Interview

SendCutSend raises $110M from Sequoia and Paradigm to become the 'Amazon of manufacturing'

May 19, 2026 with Jim Belosic

Key Points

  • SendCutSend raises $110M from Sequoia and Paradigm, its first institutional round, after founder Jim Belosic was connected to investors through Patrick Collison via X.
  • The on-demand manufacturer deploys capital on software, hiring 200-300 people, and facility deposits across Pennsylvania, Ohio, Indiana, Las Vegas, and Atlanta to build a Home Depot model for manufacturing.
  • SendCutSend has never needed outbound sales, spending only $1,500 monthly on Google Ads, with demand consistently exceeding capacity across 85% of top defense contractors and companies like Zipline and Nuro.
SendCutSend raises $110M from Sequoia and Paradigm to become the 'Amazon of manufacturing'

SendCutSend raises $110M to build the Amazon of manufacturing

Jim Belosic has spent a decade bootstrapping SendCutSend into a profitable, capacity-constrained on-demand manufacturer — sheet metal, CNC, precision parts, same-day-to-next-day ambitions — without touching institutional capital. That changes now.

The $110M round is SendCutSend's first. Sequoia partners Andrew Reed and Shaun Maguire led alongside Paradigm's Matt Wong. The deal came together after Patrick Collison, introduced to Belosic via X, offered to invest and then connected him to both firms. Belosic says he framed his ask clearly: founder-friendly terms, retained control, and the ability to go faster than organic cash flow would allow.

SendCutSend is an on-demand manufacturer... I finally raised some money. 110 million dollars. I want to do Amazon of manufacturing — if you order today, should have it in your hands tomorrow. The capital is going to be used for stuff I can't get a loan on: tripling the size of my software team, hiring two or three hundred people, a down payment on buildings.

Where the money goes

Belosic is keeping machines off the VC balance sheet — those get financed through JPMorgan — and deploying the $110M on what can't be collateralized. That means tripling the software team, hiring 200 to 300 people, adding computational geometry engineers, and covering facility deposits on large buildings, which he says run around $600,000 for first and last payment combined.

The geographic build-out is the bigger story. SendCutSend currently operates out of Reno, Arlington TX, and Paris KY. A fourth facility is in negotiation, with Pennsylvania and Ohio being played against each other for incentives. Indiana, Las Vegas, and Atlanta are next in line. The end goal is a Home Depot model — a SendCutSend in every major metro where you can walk in and get something made — with next-day delivery as the benchmark.

The business today

The company has never needed outbound sales. Marketing spend sits at roughly $1,500 a month on Google Ads, up from $100 in the early days. Demand has consistently outpaced capacity, to the point where Belosic says his standard instruction to the marketing team when a machine goes down is simply: say nothing.
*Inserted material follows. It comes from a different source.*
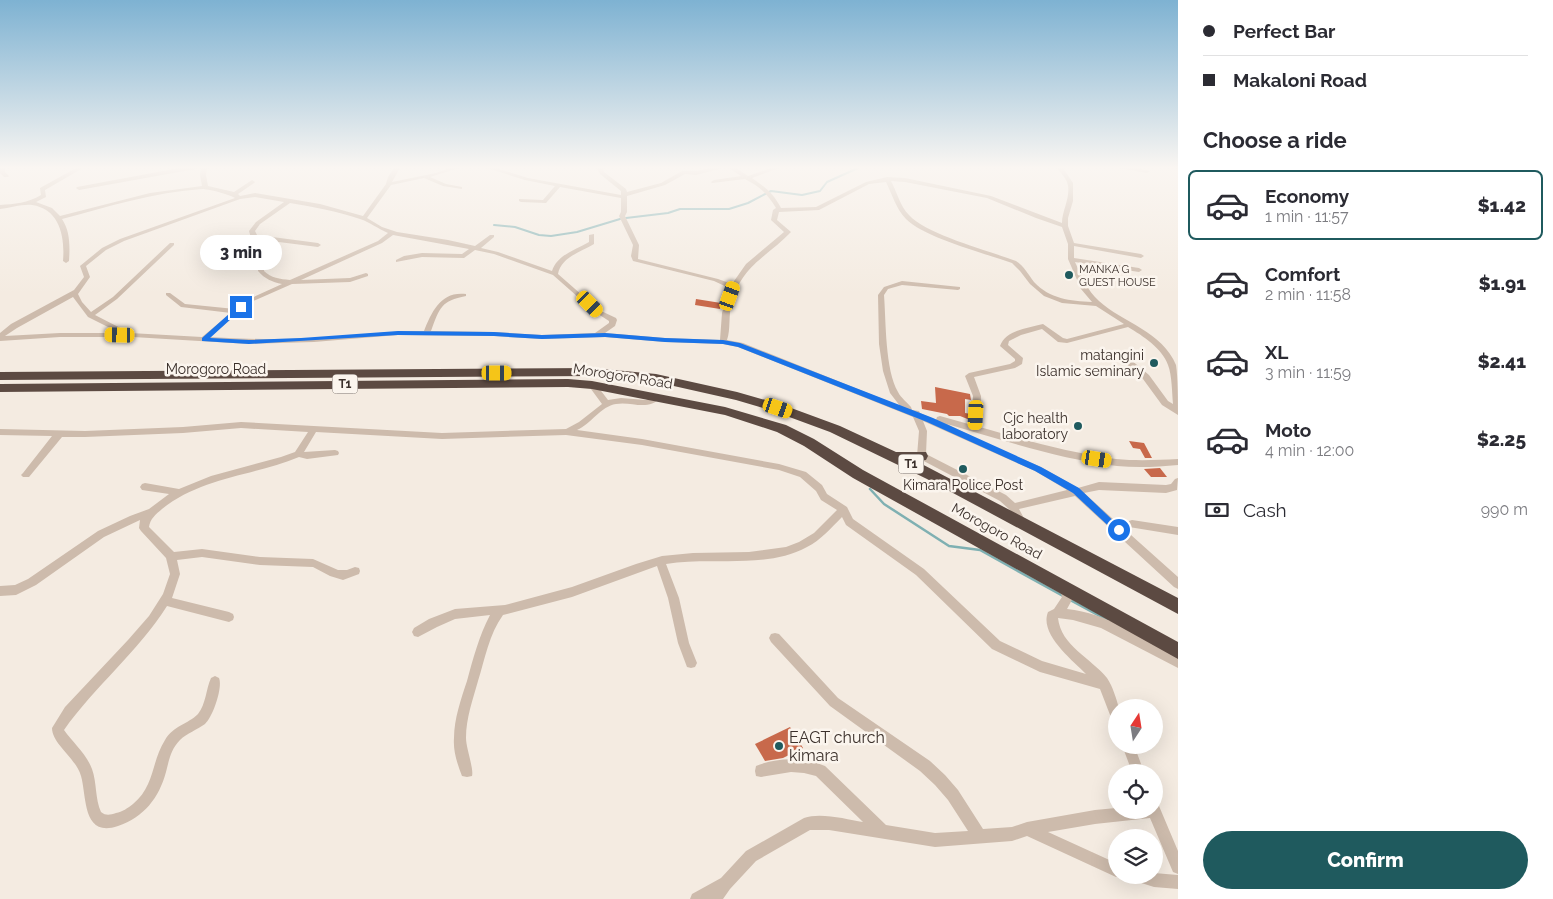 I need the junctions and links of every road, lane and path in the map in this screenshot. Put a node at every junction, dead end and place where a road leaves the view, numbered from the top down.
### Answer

Customers range from high school robotics teams to, by Belosic's account, 85% of the top defense primes and tier-one contractors. Zipline and Nuro are named customers. Entry-level floor jobs start at $26 to $30 an hour with a generalist mandate — laser operator, forklift driver, CAD programmer, depending on the day.

Supply chain and reshoring

About 15% of SendCutSend's aluminum comes from offshore, and Belosic says the Strait of Hormuz disruptions did create some friction. He puts the customer impact at roughly 3 to 4%, because raw materials are a small fraction of final price even when commodity costs move 15 to 20%.

His broader reshoring argument centers on aluminum foundries rather than data centers. Smelters are far more electricity-intensive than data centers, he says — pitch an aluminum foundry first, and suddenly ten data centers look appealing by comparison.

On 3D printing

Belosic is sceptical about additive manufacturing for metals, citing explosive-powder regulations around aluminum as a genuine constraint. He sees the stronger opportunity in polymer 3D printing as a competitive alternative to injection molding, particularly for small runs and prototypes, and says SendCutSend is actively experimenting there.


SendCutSend's constraint has never been demand. With $110M now behind it and a named investor lineup that signals long-term conviction, the question is whether Belosic can build out physical facilities fast enough to close the gap between orders and output.